Furthermore everything he posts is totally irrelevant to your
problem.  First describe the details of that particular
model's existing circuit including everything connected to
that circuit - especially safety devices.  Only then can we
move on to describe a solution.

 If installing this system AND if you did not even know which
type of switching is used (ground side or hot side), then you
have no business wiring that car.  You should have been able
to answer that engineer's question about ground side switching
immediately. If you could not, then you probably did not see
that engineer's pained expression.  Especially since some
safety equipment can be compromised by incorrect splices.
Again, we have a cop who almost killed another only because
the installer did not first learn the entire wiring circuit
before installing a flasher unit.

 Wiring diagrams are easily obtained.

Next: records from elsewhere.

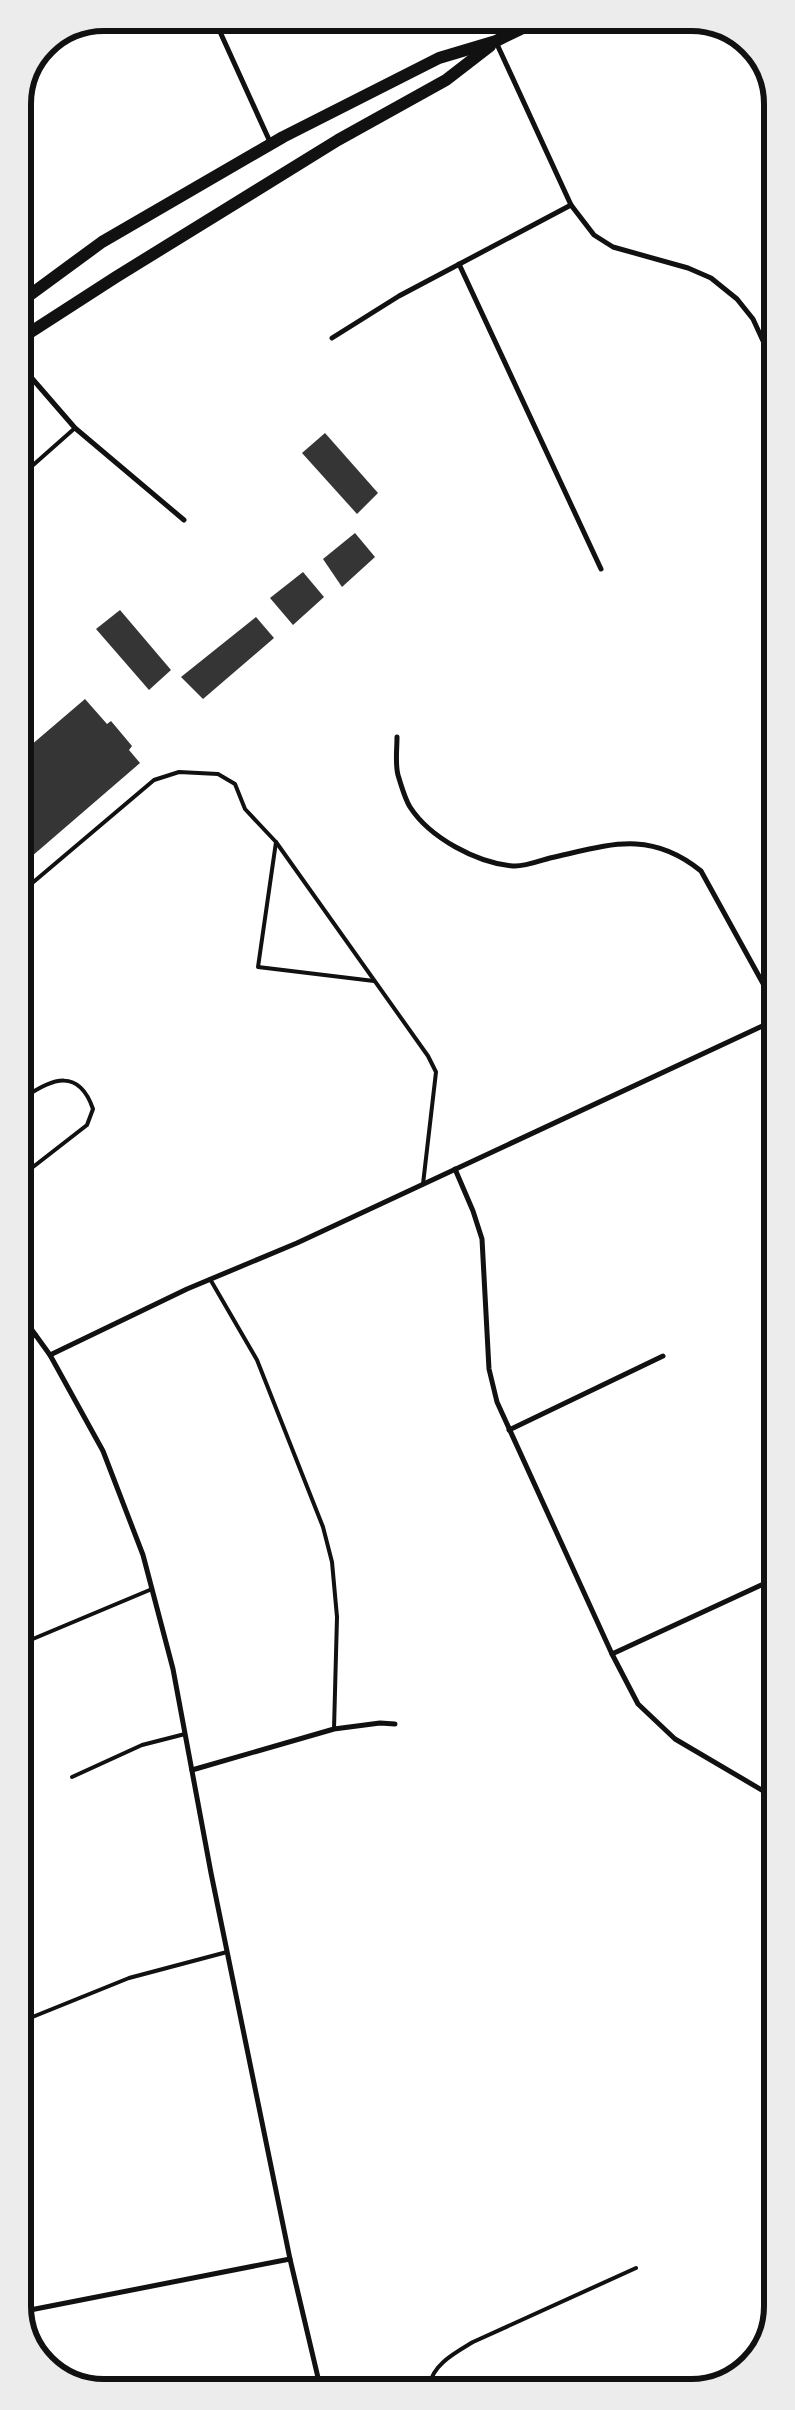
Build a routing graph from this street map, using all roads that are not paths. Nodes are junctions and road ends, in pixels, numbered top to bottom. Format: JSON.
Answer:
{"nodes":[{"id":1,"x":220,"y":31,"type":"edge"},
{"id":2,"x":517,"y":31,"type":"edge"},
{"id":3,"x":496,"y":41,"type":"junction"},
{"id":4,"x":271,"y":144,"type":"junction"},
{"id":5,"x":571,"y":205,"type":"junction"},
{"id":6,"x":459,"y":264,"type":"junction"},
{"id":7,"x":31,"y":294,"type":"edge"},
{"id":8,"x":31,"y":332,"type":"edge"},
{"id":9,"x":332,"y":338,"type":"dead end"},
{"id":10,"x":764,"y":343,"type":"edge"},
{"id":11,"x":31,"y":377,"type":"edge"},
{"id":12,"x":75,"y":428,"type":"junction"},
{"id":13,"x":31,"y":467,"type":"edge"},
{"id":14,"x":184,"y":520,"type":"dead end"},
{"id":15,"x":601,"y":569,"type":"dead end"},
{"id":16,"x":397,"y":737,"type":"dead end"},
{"id":17,"x":276,"y":842,"type":"junction"},
{"id":18,"x":31,"y":884,"type":"edge"},
{"id":19,"x":374,"y":981,"type":"junction"},
{"id":20,"x":764,"y":985,"type":"edge"},
{"id":21,"x":764,"y":1025,"type":"edge"},
{"id":22,"x":31,"y":1094,"type":"edge"},
{"id":23,"x":31,"y":1169,"type":"edge"},
{"id":24,"x":455,"y":1170,"type":"junction"},
{"id":25,"x":423,"y":1184,"type":"junction"},
{"id":26,"x":210,"y":1280,"type":"junction"},
{"id":27,"x":31,"y":1328,"type":"edge"},
{"id":28,"x":36,"y":1335,"type":"junction"},
{"id":29,"x":31,"y":1338,"type":"edge"},
{"id":30,"x":50,"y":1355,"type":"junction"},
{"id":31,"x":663,"y":1356,"type":"dead end"},
{"id":32,"x":508,"y":1430,"type":"junction"},
{"id":33,"x":764,"y":1584,"type":"edge"},
{"id":34,"x":152,"y":1589,"type":"junction"},
{"id":35,"x":31,"y":1640,"type":"edge"},
{"id":36,"x":612,"y":1654,"type":"junction"},
{"id":37,"x":395,"y":1724,"type":"dead end"},
{"id":38,"x":334,"y":1729,"type":"junction"},
{"id":39,"x":186,"y":1734,"type":"junction"},
{"id":40,"x":192,"y":1770,"type":"junction"},
{"id":41,"x":72,"y":1777,"type":"dead end"},
{"id":42,"x":764,"y":1791,"type":"edge"},
{"id":43,"x":227,"y":1952,"type":"junction"},
{"id":44,"x":31,"y":2018,"type":"edge"},
{"id":45,"x":290,"y":2260,"type":"junction"},
{"id":46,"x":636,"y":2268,"type":"dead end"},
{"id":47,"x":31,"y":2310,"type":"edge"},
{"id":48,"x":318,"y":2379,"type":"edge"},
{"id":49,"x":431,"y":2379,"type":"edge"}],
"edges":[{"from":1,"to":4,"type":"street"},
{"from":2,"to":3,"type":"main road"},
{"from":3,"to":4,"type":"main road"},
{"from":3,"to":5,"type":"street"},
{"from":3,"to":8,"type":"main road"},
{"from":4,"to":7,"type":"main road"},
{"from":5,"to":6,"type":"street"},
{"from":5,"to":10,"type":"street"},
{"from":6,"to":9,"type":"street"},
{"from":6,"to":15,"type":"street"},
{"from":11,"to":12,"type":"street"},
{"from":12,"to":13,"type":"lane"},
{"from":12,"to":14,"type":"street"},
{"from":16,"to":20,"type":"street"},
{"from":17,"to":18,"type":"lane"},
{"from":17,"to":19,"type":"lane"},
{"from":17,"to":19,"type":"lane"},
{"from":19,"to":25,"type":"lane"},
{"from":21,"to":24,"type":"street"},
{"from":22,"to":23,"type":"lane"},
{"from":24,"to":25,"type":"street"},
{"from":24,"to":32,"type":"street"},
{"from":25,"to":26,"type":"street"},
{"from":26,"to":30,"type":"street"},
{"from":26,"to":38,"type":"lane"},
{"from":27,"to":28,"type":"street"},
{"from":28,"to":29,"type":"lane"},
{"from":28,"to":30,"type":"street"},
{"from":30,"to":34,"type":"street"},
{"from":31,"to":32,"type":"street"},
{"from":32,"to":36,"type":"street"},
{"from":33,"to":36,"type":"street"},
{"from":34,"to":35,"type":"lane"},
{"from":34,"to":39,"type":"street"},
{"from":36,"to":42,"type":"street"},
{"from":37,"to":38,"type":"street"},
{"from":38,"to":40,"type":"street"},
{"from":39,"to":40,"type":"street"},
{"from":39,"to":41,"type":"lane"},
{"from":40,"to":43,"type":"street"},
{"from":43,"to":44,"type":"lane"},
{"from":43,"to":45,"type":"street"},
{"from":45,"to":47,"type":"street"},
{"from":45,"to":48,"type":"street"},
{"from":46,"to":49,"type":"lane"}]}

You have no reason to
install that flasher without first taking the necessary
precautions.

 And again, ignore all those nonsense posts from Sharon
Cooke. Any claim by him of a degree must be bogus.  Especially
this outright and embarrassing nonsense:
> when a device is powered via ground switching, the device
> acts a capacitor to minimize surge & 'bounce'.

 Just too many reasons why his posts are total bull.
Kirchoff's circuit laws are just one of so many.

>> Actually, Chrysler likes to do some electrical things the other way,
>> with ground-switched tail lights. Even Ford has done ground-switched
[quoted text clipped - 13 lines]
>
> Anyone have suggestions?
2.3Sleeper - 26 Feb 2005 08:13 GMT
>   Without specific wiring diagrams, you must not make the
> connections as planned.  For example, one police car had a
[quoted text clipped - 3 lines]
> was disabled by the taillight flasher circuit.  A cop started
> the car which in turn jumped back and ran over another human.

There are very specific tests that an installer performs on EVERY vehicle
when he installs a lighting system of any kind. I guess that ought to read
"should" perform. When I do installs, I test at each stage, so that I know
if any one system will cause a disruption in the normal operating procedures
of the vehicle. I have a reuptation for my installs being perfect and
extrmely clean. I have done over 70 vehicles on my own and an unkown amount
of police cars and SUV's while working for a large company.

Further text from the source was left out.